There is a note on the gate encouraging visitors to come inside and look around. I found myself walking around the garden at regular intervals trying to memorise the crops. Luckily the camera worked slightly more reliably for recording it.
They pick large quantities of salad from it on a daily basis and have a fantastic range of herbs and edible flowers, including ingredients currently on the menu like salad burnet, violas and alexanders.
It is inspiring to see so many types of chard, kale, beets, mustards and mizuna lined out, with sections cropped and left to come again. I’ve already planted seeds for mizuna since getting back. (I’ll remember our rabbit and deer problem at a later date I am sure.) The kale has reached considerable heights and needs support, but otherwise looks quite elegant with its stripped stalks (like you see of walking-stick cabbage plants).
At least one quarter of the garden is set down to the allium genus: red and white onions, shallots, garlic, scallions and leeks. It is a very active bed currently. I am jealous of this because rust wipes out most of my attempts with this family, including even garlic. I have had some success with rust resistant leeks though, like the F1 hybrid ‘Oarsman’

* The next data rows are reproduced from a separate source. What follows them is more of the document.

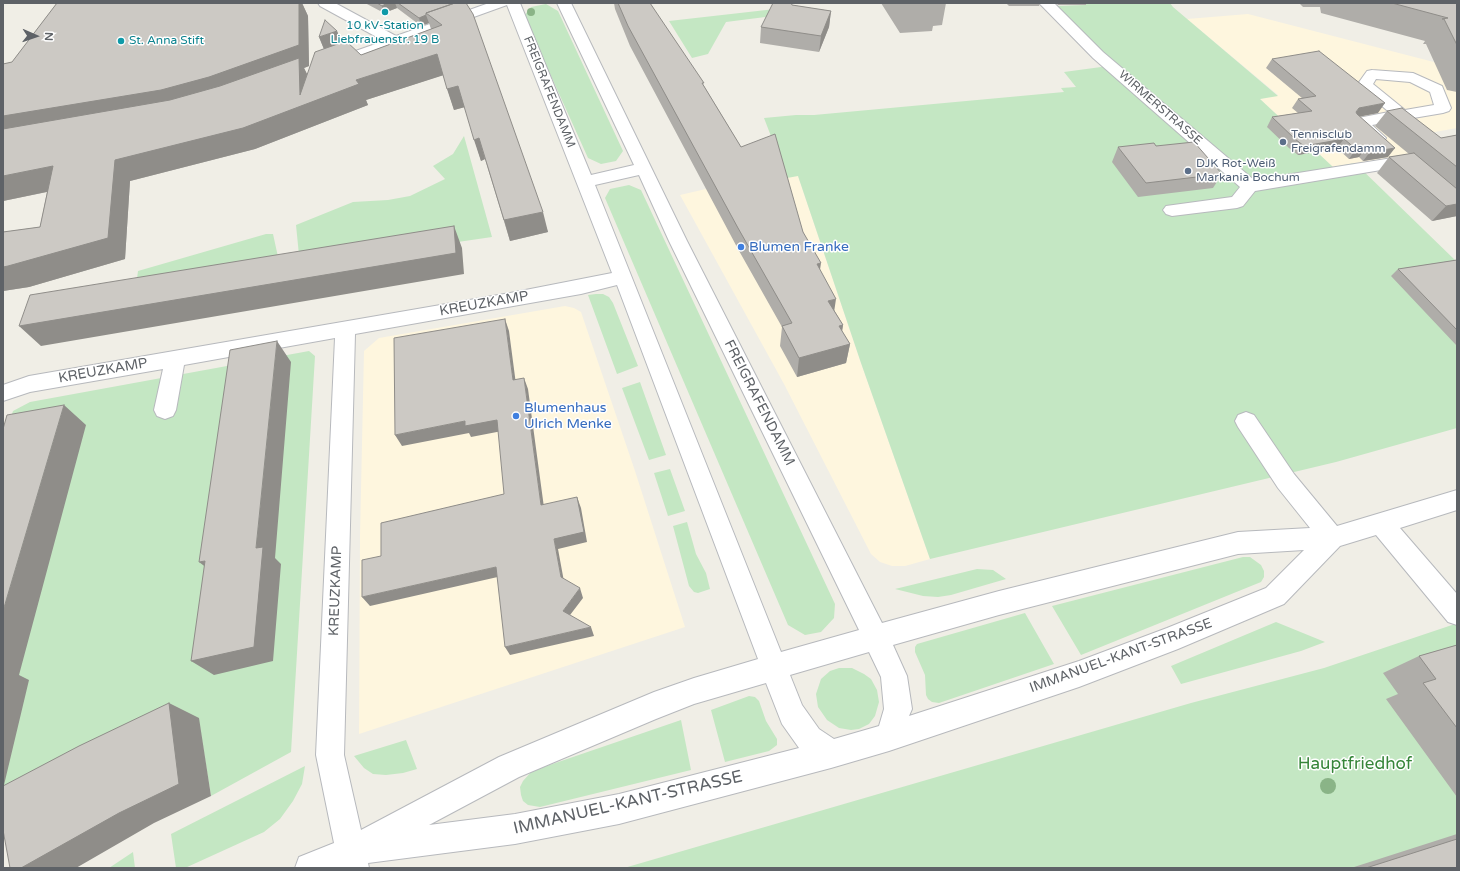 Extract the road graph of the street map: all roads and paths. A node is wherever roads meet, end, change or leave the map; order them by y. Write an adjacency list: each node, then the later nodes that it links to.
1 (325, 3): 6 (street)
2 (502, 3): 6 (street)
3 (512, 3): 10 (street, FREIGRAFENDAMM)
4 (564, 3): 9 (street, FREIGRAFENDAMM)
5 (1046, 3): 11 (street, WIRMERSTRASSE)
6 (395, 41): 7 (street)
7 (321, 67)
8 (1402, 115): 11 (street)
9 (644, 168): 10 (street); 23 (street, FREIGRAFENDAMM)
10 (585, 182): 13 (street, FREIGRAFENDAMM)
11 (1250, 186): 12 (street)
12 (1172, 210)
13 (623, 277): 14 (street, KREUZKAMP); 24 (street, FREIGRAFENDAMM)
14 (345, 329): 15 (street, KREUZKAMP); 27 (street, KREUZKAMP)
15 (174, 359): 16 (street, KREUZKAMP); 17 (street)
16 (3, 392)
17 (166, 410)
18 (1246, 421): 21 (street)
19 (1457, 500): 20 (street, IMMANUEL-KANT-STRASSE)
20 (1381, 523): 21 (street, IMMANUEL-KANT-STRASSE); 22 (street)
21 (1332, 538): 23 (street, IMMANUEL-KANT-STRASSE); 25 (street, IMMANUEL-KANT-STRASSE)
22 (1457, 613)
23 (876, 637): 24 (street, IMMANUEL-KANT-STRASSE); 25 (street)
24 (775, 667): 26 (street); 27 (street, IMMANUEL-KANT-STRASSE)
25 (889, 737): 26 (street, IMMANUEL-KANT-STRASSE)
26 (831, 754): 27 (street, IMMANUEL-KANT-STRASSE)
27 (353, 860): 28 (street, IMMANUEL-KANT-STRASSE)
28 (310, 868)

It’s all very intensive and impressive. There are hardly any weeds and mulching is carried out as patches are cleared. The greenhouse is full to bursting with jiffy cells and modules almost ready to plant out and there is an extensive cold frame area to help with this transition.
The restaurant prides itself on using and cooking the fresh vegetables well and imaginatively and the menu hints at the many unusual ingredients involved. Food is served in a conservatory area and is a ‘shabby chic’ style. So pots of herbs decorate the tables and the windowsills are filled with scented geranium, peppers and lemon grass.
So I have come home inspired, determined to make more of the vegetable garden by growing more unusual vegetables and planning succession better and weeding and mulching and, and, and …..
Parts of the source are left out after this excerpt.